Few large retailers have done a better job of overcoming institutional barriers to multi-channel commerce than HSN Inc., No. 26 in the Internet Retailer Top 500, with nearly $1.5 billion in online sales. While other players are struggling with bolting on another service or adding another device, HSN has systematically broken down the organizational silos that stand in the way of what CEO Mindy Grossman calls “Boundaryless Retail.” Mindy will describe how HSN has evolved far from its roots as a TV shopping channel into an integrated network of experiences that combines content, community and commerce, engaging consumers wherever and whenever they choose to shop. HSN’s robust digital strategy, which includes the HSN Arcade gaming portal and an active social media presence, is generating fast-growing sales via the web, mobile and tablet while driving consumer excitement and engagement with the brand. Mindy will speak about how HSN is defining this new era of Boundaryless Retail and what it takes to break through the barriers to success in the 21st Century retail world.
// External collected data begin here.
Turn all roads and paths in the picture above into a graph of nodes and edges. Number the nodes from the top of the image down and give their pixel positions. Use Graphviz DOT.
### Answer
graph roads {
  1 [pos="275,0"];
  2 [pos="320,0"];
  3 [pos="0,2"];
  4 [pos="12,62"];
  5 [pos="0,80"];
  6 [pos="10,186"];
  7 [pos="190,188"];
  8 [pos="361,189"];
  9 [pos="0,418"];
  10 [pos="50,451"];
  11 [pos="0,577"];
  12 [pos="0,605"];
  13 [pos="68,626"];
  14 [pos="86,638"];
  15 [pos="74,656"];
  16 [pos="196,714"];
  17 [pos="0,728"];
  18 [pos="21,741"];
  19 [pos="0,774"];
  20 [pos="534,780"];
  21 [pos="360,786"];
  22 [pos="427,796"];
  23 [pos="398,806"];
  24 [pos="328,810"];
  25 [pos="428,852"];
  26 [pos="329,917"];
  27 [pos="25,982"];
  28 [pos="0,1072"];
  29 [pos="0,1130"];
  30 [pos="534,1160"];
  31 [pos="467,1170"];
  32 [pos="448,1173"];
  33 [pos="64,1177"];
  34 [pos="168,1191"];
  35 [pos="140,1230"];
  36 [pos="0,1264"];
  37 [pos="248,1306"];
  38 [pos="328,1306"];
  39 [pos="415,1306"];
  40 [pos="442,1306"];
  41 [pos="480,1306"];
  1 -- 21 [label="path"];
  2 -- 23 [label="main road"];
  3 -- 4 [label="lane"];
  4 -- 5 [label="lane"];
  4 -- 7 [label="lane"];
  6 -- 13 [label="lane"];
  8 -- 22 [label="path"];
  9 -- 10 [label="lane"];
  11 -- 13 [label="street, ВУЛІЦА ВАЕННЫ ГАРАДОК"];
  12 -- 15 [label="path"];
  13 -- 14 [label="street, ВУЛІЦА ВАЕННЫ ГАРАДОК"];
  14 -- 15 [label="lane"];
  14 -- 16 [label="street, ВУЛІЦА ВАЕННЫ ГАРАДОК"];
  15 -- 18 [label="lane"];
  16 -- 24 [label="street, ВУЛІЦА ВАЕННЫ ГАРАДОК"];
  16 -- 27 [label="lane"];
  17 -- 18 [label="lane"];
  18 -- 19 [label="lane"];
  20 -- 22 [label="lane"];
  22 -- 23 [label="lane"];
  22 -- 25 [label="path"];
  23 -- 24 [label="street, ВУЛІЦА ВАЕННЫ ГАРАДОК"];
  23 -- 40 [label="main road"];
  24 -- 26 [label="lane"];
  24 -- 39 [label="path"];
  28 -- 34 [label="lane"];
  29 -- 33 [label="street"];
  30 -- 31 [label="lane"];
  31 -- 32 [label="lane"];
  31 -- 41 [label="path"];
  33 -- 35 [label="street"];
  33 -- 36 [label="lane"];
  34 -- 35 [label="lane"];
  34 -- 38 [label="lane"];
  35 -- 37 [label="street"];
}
Today’s consumers: No longer constrained by walls or held in place by a wire by Gian Fulgoni, Chairman, comScore
Consumers have broken out of the bounds of traditional shopping big time. Consumers were freed up from having to get in their cars and go to the store when shopping and buying moved to the Internet. But they were still tethered to their computers. With the rise of mobile, consumers now have a choice of shopping venues like never before. ComScore closely tracks how consumers use the Internet. Gian Fulgoni will provide detailed information about the ways consumers are shopping today and what it will take for retailers to grab their share of the consumer wallet.
FEATURED ADDRESS: How social marketing became the rocket fuel for a small start-up by Alex Zhardanovsky, Co-Founder, PetFlow.com
PetFlow.com was a start-up just three years ago. Today it is on track to do $65 million in online sales in 2013, a large part coming through the 600,000 fans the company has on Facebook. Alex Zhardanovsky, who has spent a career building, selling and investing in e-commerce-related companies, knew he had to do something different for his pet supplies retail company to stand out from the online pet supply crowd and thrive online. He will tell how he used social media to break through the obstacles that separate retailers from customers and now gets 28% of traffic to his site from social networks—all on a spend of less than $200,000.
What the Top 500 tell us about today’s interconnected market by Kurt Peters, Executive Editor, Internet Retailer
Every year just before IRCE, Internet Retailer publishes the rankings of the 500 largest online retailers in the US and Canada. This session will provide insights into who’s moving up, who’s moving down and what the latest rankings mean to all e-commerce competitors.
Fulfillment, Customer Service & Payments
Track F: Customer Service & Payment: Making the Last Mile Count
As retailers’ expertise in marketing, design and merchandising grows more sophisticated, the behind-the-scenes processes are becoming more important to a site's success. Making sure the product is available when the customer wants it, getting the order right and delivering it on time are critical. GM Raj Subramonian will share how Dell Global Outlet turned product returns from a cost center into a marketing opportunity. You'll learn how to find a perfect fit when seeking a fulfillment vendor, how to use Twitter for customer service, how to create a distribution center the meets todays demands and more.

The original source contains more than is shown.